RECORDS FOR THE TASK Start Marker

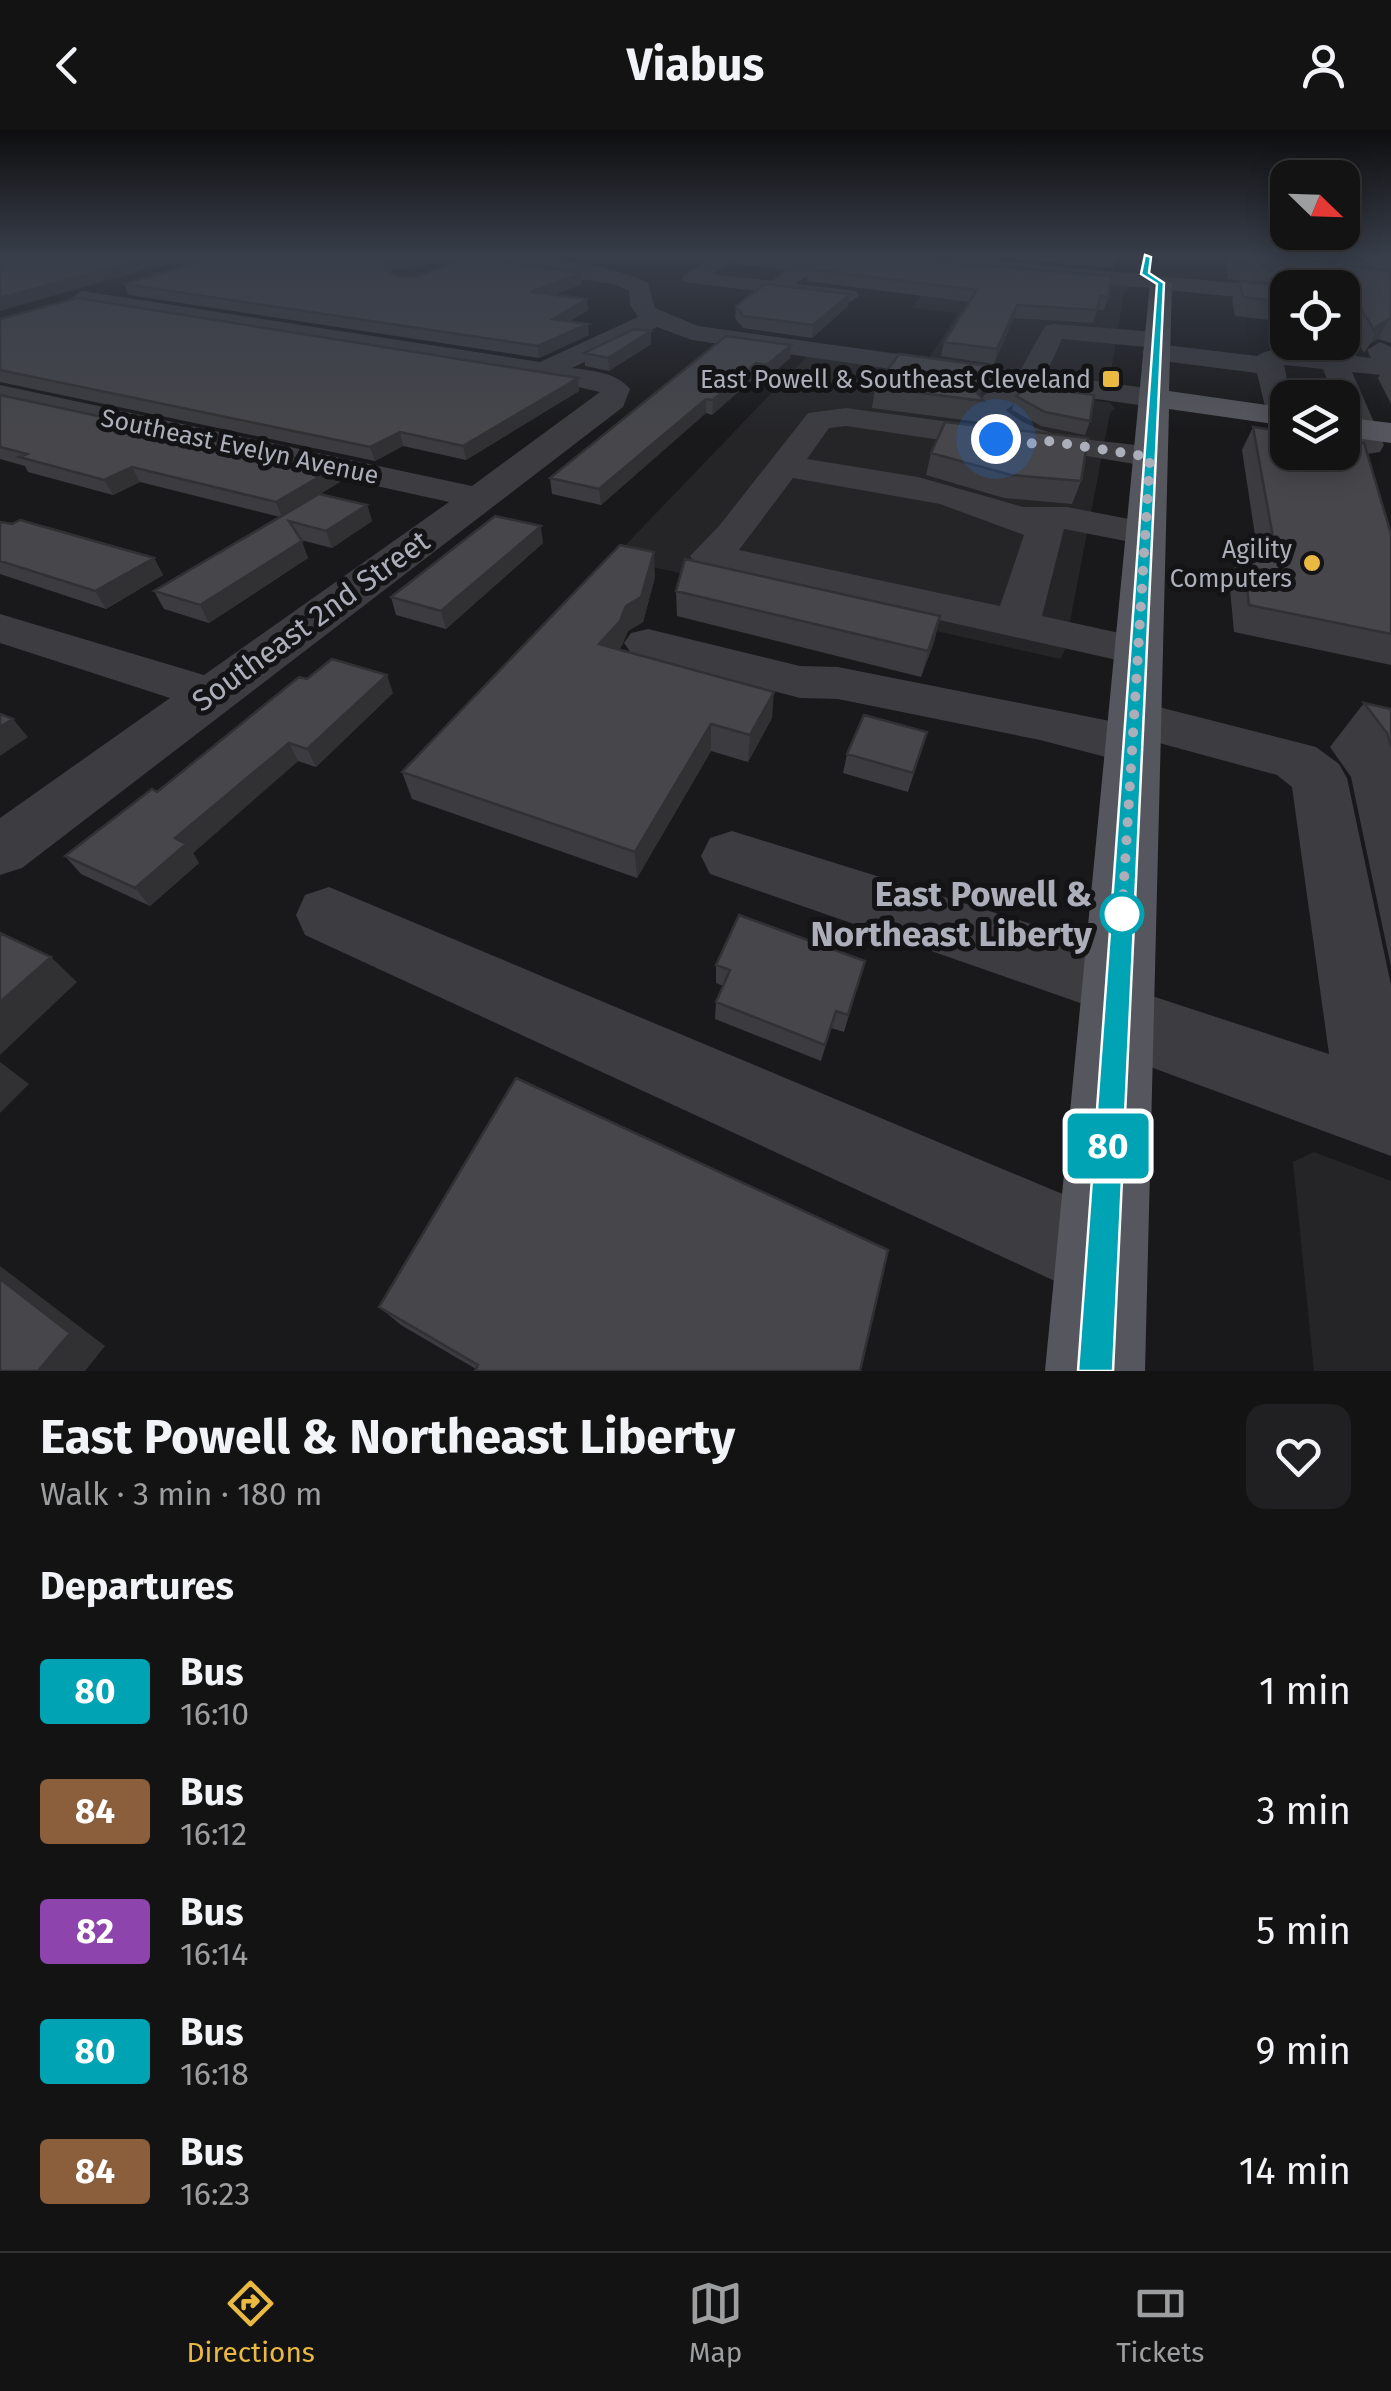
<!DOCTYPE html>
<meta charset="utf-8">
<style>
:root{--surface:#131314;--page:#202022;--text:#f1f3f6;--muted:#9d9ea0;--line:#323234;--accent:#e9b942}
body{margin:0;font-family:"Fira Sans",sans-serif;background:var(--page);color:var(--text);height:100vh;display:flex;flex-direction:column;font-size:38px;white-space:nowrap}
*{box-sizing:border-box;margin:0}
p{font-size:32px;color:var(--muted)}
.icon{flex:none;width:55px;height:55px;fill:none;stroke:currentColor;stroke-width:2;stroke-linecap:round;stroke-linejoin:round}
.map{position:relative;height:1241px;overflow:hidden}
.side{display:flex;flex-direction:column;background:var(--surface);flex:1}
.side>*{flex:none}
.badge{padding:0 20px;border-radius:8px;font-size:35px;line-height:65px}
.needle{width:65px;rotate:113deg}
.controls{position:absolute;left:1270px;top:30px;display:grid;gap:20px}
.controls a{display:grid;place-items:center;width:90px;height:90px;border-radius:20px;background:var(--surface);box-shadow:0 5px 25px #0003,0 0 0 2px var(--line);font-size:50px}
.you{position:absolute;width:50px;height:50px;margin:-25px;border:8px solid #fff;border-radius:50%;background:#1a73e8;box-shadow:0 0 0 15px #1a73e833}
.map>.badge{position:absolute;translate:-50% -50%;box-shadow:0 0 0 5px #fff}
h2{padding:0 40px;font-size:38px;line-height:90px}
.round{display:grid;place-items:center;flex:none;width:105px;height:105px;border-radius:20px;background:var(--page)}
.headline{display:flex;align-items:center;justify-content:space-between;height:170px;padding:0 40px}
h1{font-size:48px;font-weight:700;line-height:75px}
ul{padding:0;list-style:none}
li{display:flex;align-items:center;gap:30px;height:120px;padding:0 40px}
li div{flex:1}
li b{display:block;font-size:38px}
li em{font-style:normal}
li .badge{min-width:110px;font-weight:700;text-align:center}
header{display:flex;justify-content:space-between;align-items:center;height:130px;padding:0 40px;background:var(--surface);font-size:45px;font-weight:700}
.dock{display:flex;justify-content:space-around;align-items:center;height:140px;border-top:2px solid var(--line);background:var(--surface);font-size:28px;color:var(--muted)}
.dock a{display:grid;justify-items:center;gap:5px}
.dock .current{color:var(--accent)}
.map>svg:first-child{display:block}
.built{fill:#252528}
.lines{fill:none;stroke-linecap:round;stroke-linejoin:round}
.minor{fill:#3c3c41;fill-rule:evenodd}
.major{fill:#56575e;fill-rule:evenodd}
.wall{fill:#3c3c40}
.shaded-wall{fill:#313134}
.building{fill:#46464b;stroke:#313134;stroke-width:2.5}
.line{fill:#00a3b4;stroke:#fff;stroke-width:2.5}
.walk{stroke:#acafba;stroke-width:10;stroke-dasharray:0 18}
.poi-dot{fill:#e9b942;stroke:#141416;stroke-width:4}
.stop-dot{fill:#fff;stroke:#00a3b4;stroke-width:5}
.labels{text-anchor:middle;stroke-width:10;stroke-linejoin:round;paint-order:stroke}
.far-poi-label{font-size:25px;fill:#acafba;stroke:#141416;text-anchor:end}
.far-street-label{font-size:25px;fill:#acafba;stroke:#141416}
.street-label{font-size:30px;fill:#acafba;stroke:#141416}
.near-stop-label{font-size:35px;font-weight:bold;fill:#acafba;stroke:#141416;text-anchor:end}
</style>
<header><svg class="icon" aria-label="back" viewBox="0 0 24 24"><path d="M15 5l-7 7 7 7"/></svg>Viabus<svg class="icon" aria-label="person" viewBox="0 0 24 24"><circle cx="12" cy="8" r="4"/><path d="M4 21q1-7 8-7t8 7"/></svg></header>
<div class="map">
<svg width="1391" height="1241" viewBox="0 0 1391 1241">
<rect width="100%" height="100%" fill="#19191b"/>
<!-- built -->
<path class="built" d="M972 137 1132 156 1124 162 1112 236 1119 248 1093 252 929 228 958 183 911 178 941 141Z
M807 226 1110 273 1115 278 1110 283 1064 523 1060 529 613 428Z
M1314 1022 1391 1051V1241H1314L1293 1032Z"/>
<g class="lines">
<!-- minor -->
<path class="minor" d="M457 127C512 124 598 129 648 153L655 178 698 196 1020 241 1045 196 1054 194 1156 202 1165 205 1169 210 1165 215 1257 226C1278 210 1343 225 1371 228L1367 220 1380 212 1391 217V246L1352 242 1384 315 1380 322 1342 328 1330 325 1329 322H1342V308L1349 307 1342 291V268H1334L1323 239 1284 235 1291 268H1288V293H1269L1257 243 1155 230 1146 228 1142 222 1146 217 1062 209 1046 244 1153 259 1163 262 1168 268 1163 274 1153 277 1033 260 1006 280C1044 315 1114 308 1163 320L1168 327 1163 334 1151 337 1029 316 1016 321 846 296 829 298 807 329 918 347 1023 377H1067L1160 395 1166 403 1160 411 1146 415 1064 399 1042 486 1156 511 1163 521 1156 531 1139 535 696 435 690 426 719 396 808 283 846 278 988 297 975 282 984 265 1001 255 692 210 657 197 572 238C593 241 616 242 630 259L623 277 22 738 0 745V688L170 568 0 513V484L204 545 449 372 0 273V255L472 356 600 262 543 249 82 175 71 168 82 161 540 232 638 187 630 175 629 161 615 154 467 133ZM793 348 940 374 1024 405 1000 476 739 420Z
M713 127 805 130 890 127 935 131 968 128 1288 158V172L968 140C913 145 840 118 795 154L856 161 859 166 848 173 685 152 682 148 685 144ZM730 133 787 140 772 151 712 144Z
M648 499 800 536 838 537 1110 591 1116 577 1135 571 1316 617 1339 634 1347 648 1391 855V1026L1091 915 1080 890 1086 875 710 744 701 726 710 708 732 701 1118 821 1143 831 1154 854 1149 865 1329 924 1292 657 1277 645 1159 613 1152 628 1133 634 1040 610 838 569 800 568 631 523 624 513 631 503Z
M329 757 1134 1094 1148 1126 1134 1158 1102 1172 1070 1158 305 805 296 785 305 765Z"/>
<!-- major -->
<path class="major" d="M1161 147 1172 153 1169 261 1288 278V296L1169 279 1145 1241H1045L1150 153Z
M1342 287 1391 293V313L1342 306Z"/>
</g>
<!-- wall -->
<path class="wall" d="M993 127H1116L1113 138Z
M1225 127H1323L1330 134 1391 141V213L1378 209 1370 214 1364 223 1351 198H1342V158H1288V192L1235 186 1232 170 1240 152 1291 157 1288 154 1228 149Z
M1328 127H1391V140L1338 134Z
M414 138 393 140 390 143 398 147 582 154 553 165 588 180 570 191 589 205 539 228 129 165 124 154Z
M808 139 1108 167 1104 180 1097 179 1093 193 1014 188 994 234 941 226 944 212 969 172 807 151Z
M736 176H848L812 208 743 198 735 188Z
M0 189 578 248 579 261 466 330 403 316 375 331 0 252Z
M651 201V214L609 241 585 236 584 223Z
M726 206 791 215 790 228 766 249 755 247 712 285 706 283 601 375 552 364 550 348Z
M1390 227H1391V274L1378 248Z
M984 256 979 265 984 271 979 292 872 278 875 257Z
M0 265 336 337 340 352 320 364 367 375 372 391 332 418 301 410 308 428 209 493 164 479 154 461 280 387 140 352 113 365 28 342 25 336 0 329Z
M1016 266 1090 291 1085 305 1041 296 1012 280Z
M1253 297 1391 404V535L1234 502 1229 448 1243 422 1258 425 1242 320Z
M931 323 1081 351 1072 374 1004 368 926 345Z
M0 392 154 428 163 445 106 479 0 444Z
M543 413 446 499 396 485 391 467Z
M655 447 643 492 628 501 619 520 772 588 748 632 711 621 637 748 412 669 402 642Z
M676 461 940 486 934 512 921 547 677 486Z
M307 549 393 563 316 637 298 631 193 723 199 733 150 776 81 744 65 726 157 662Z
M1364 573 1391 579V837L1351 647 1330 617Z
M927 602 908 662 843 643 847 624Z
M865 831 844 902 831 898 821 931 715 889 716 872 723 856 716 853V835Z
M888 1120 476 1239 401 1195 379 1177Z"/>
<!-- shaded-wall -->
<path class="shaded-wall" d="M149 127H188L0 181V168Z
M416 127H443L414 138 393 140 387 146 385 135 390 130Z
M581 143 582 154 532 173 531 162Z
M850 164 848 176 812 208 813 195Z
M587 169 588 180 554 200 553 189Z
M1017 175 1014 188 994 234 997 219Z
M1389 189 1378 209 1370 214 1376 203V197Z
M588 194 589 205 539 228 538 216Z
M651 201V214L609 241 608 228Z
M791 215 790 228 766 249 767 235Z
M756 233 755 247 712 285 713 270Z
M988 236 984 256 977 270 976 262Z
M578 248 579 261 466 330 463 316Z
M706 269V283L601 375 599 359Z
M400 302 403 316 375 331 370 317Z
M132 337 140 352 113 365 104 350Z
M336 337 340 352 282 387 276 372Z
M367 375 372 391 332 418 326 401Z
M541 396 543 413 446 499 441 481Z
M302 411 308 428 209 493 200 475Z
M654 422 655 447 643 492 628 501 622 516 601 540 599 514 626 476Z
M154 428 163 445 106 479 95 461Z
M940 486 934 512 921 547 928 521Z
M387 545 393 563 316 637 307 619Z
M774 562 772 588 748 632 750 605Z
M13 589 28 607 0 626V597Z
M711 594V621L637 748 635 722Z
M289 613 298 631 193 723 199 733 150 776 135 758 175 708Z
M51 827 77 852 0 925V872Z
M0 932 29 954 0 983Z
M0 1136 105 1216 85 1241H38L0 1149Z"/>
<!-- building -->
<path class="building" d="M0 127H149L0 168Z
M218 127H416L390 130 385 135 386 141 398 147H416L469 127 581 143 531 162 587 169 553 189 588 194 538 216 124 154Z
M879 127 1112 146 1108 167 1100 166 1097 180 1017 175 997 219 944 212 977 160 808 139 835 129Z
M1234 127H1323L1330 134 1391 141V190L1389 189 1376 197V203L1361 179 1342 177V158H1288V172L1243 167 1240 152 1296 157 1300 154V140L1296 137 1235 132Z
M765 154 850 164 813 195 743 186 736 176Z
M77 168 578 248 463 316 400 302 370 317 0 240V189Z
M634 199 651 201 608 228 584 223Z
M726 206 791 215 767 235 756 233 713 270 706 269 599 359 550 348Z
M899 224 988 236 976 262 984 271 875 257Z
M1030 256 1094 265 1090 291 1045 282 1016 266Z
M0 265 336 337 276 372 132 337 104 350 19 327 27 324 0 317Z
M945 292 1088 308 1081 351 1011 345 931 323Z
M1253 297 1288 302V322H1342V310L1364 313 1391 404V504L1249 475 1243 422 1277 429Z
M319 364 367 375 326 401 289 391 302 411 200 475 154 461Z
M495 386 541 396 441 481 391 467Z
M20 390 154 428 95 461 0 431V392L12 394Z
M620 415 654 422 641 467 626 476 620 491 599 514 774 562 750 605 711 594 635 722 402 642Z
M685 429 940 486 928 521 676 461Z
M332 529 387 545 307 619 289 613 175 708 186 714 135 758 65 726 152 659 157 662 299 547 307 549Z
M1364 573 1391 579V617L1387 603Z
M0 584 13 589 0 597Z
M864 585 927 602 913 643 847 624Z
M739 785 865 831 848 885 836 881 825 915 716 872 730 840 716 835Z
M0 803 51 827 0 872Z
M516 948 888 1120 860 1241H475L478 1235 379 1177Z
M0 1149 70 1203 38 1241H0Z"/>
<!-- sky -->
<linearGradient id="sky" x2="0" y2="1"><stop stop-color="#0e0e0f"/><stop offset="0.42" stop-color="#383e4a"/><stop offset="1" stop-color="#383e4a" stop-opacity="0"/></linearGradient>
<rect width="1391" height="300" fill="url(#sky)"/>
<!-- line -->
<path class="line" d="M1145 125 1151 127 1149 143 1164 153 1113 1241H1078L1157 154 1141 144Z"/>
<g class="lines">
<!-- walk -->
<path class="walk" d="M996 309 1037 314 1048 311 1150 327 1122 784"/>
</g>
<!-- markers -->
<g class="poi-dot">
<rect x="1101" y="239" width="20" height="20" rx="5"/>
<circle cx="1312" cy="433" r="10"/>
</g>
<circle class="stop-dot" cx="1122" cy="784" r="20"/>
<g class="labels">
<!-- far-poi labels -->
<g class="far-poi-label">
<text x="1091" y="258">East Powell &amp; Southeast Cleveland</text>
<text x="1292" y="428">Agility<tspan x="1292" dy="29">Computers</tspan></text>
</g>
<!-- far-street labels -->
<g class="far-street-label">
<text transform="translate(240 316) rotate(12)" y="9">Southeast Evelyn Avenue</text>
</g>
<!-- street labels -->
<g class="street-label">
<text transform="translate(311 491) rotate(-36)" y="10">Southeast 2nd Street</text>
</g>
<!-- near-stop labels -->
<g class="near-stop-label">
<text x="1092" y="776">East Powell &amp;<tspan x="1092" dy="40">Northeast Liberty</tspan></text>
</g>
</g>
</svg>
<div class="controls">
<a><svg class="needle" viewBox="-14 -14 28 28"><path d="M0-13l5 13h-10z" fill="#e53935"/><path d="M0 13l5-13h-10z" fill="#9d9ea0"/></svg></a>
<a><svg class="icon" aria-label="locate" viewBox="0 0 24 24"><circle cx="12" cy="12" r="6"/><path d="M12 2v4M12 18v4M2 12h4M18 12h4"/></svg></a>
<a><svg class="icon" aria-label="layers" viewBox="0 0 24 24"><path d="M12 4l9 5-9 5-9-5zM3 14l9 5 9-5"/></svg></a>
</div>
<div class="you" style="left:996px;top:309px"></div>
<b class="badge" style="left:1108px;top:1016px;background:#00a3b4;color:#fff">80</b>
</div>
<section class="side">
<div class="headline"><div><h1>East Powell &amp; Northeast Liberty</h1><p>Walk · 3 min · 180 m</p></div><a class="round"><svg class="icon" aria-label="heart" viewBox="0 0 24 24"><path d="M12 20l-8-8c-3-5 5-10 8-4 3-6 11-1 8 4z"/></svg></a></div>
<h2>Departures</h2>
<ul>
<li><span class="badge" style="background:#00a3b4;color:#fff">80</span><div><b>Bus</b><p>16:10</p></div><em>1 min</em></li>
<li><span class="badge" style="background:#8b5e3c;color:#fff">84</span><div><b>Bus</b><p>16:12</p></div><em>3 min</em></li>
<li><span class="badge" style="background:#8e44ad;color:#fff">82</span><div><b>Bus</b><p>16:14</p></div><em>5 min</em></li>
<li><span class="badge" style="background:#00a3b4;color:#fff">80</span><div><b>Bus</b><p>16:18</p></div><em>9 min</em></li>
<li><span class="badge" style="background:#8b5e3c;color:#fff">84</span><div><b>Bus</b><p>16:23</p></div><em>14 min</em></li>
</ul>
</section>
<nav class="dock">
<a class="current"><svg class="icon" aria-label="directions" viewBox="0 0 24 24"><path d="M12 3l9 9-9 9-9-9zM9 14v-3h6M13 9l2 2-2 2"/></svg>Directions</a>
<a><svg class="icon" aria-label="map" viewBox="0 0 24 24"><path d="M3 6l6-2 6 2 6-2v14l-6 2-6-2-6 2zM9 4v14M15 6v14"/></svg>Map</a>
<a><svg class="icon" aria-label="tickets" viewBox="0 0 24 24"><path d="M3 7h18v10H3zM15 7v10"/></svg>Tickets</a>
</nav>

RECORDS FOR THE TASK End Marker

- **GOAL OF THE EXERCISE**
Your reply must consist solely of the count of lines in the listing above that hold the string "controls".

- **EXERCISE OUTPUT**
3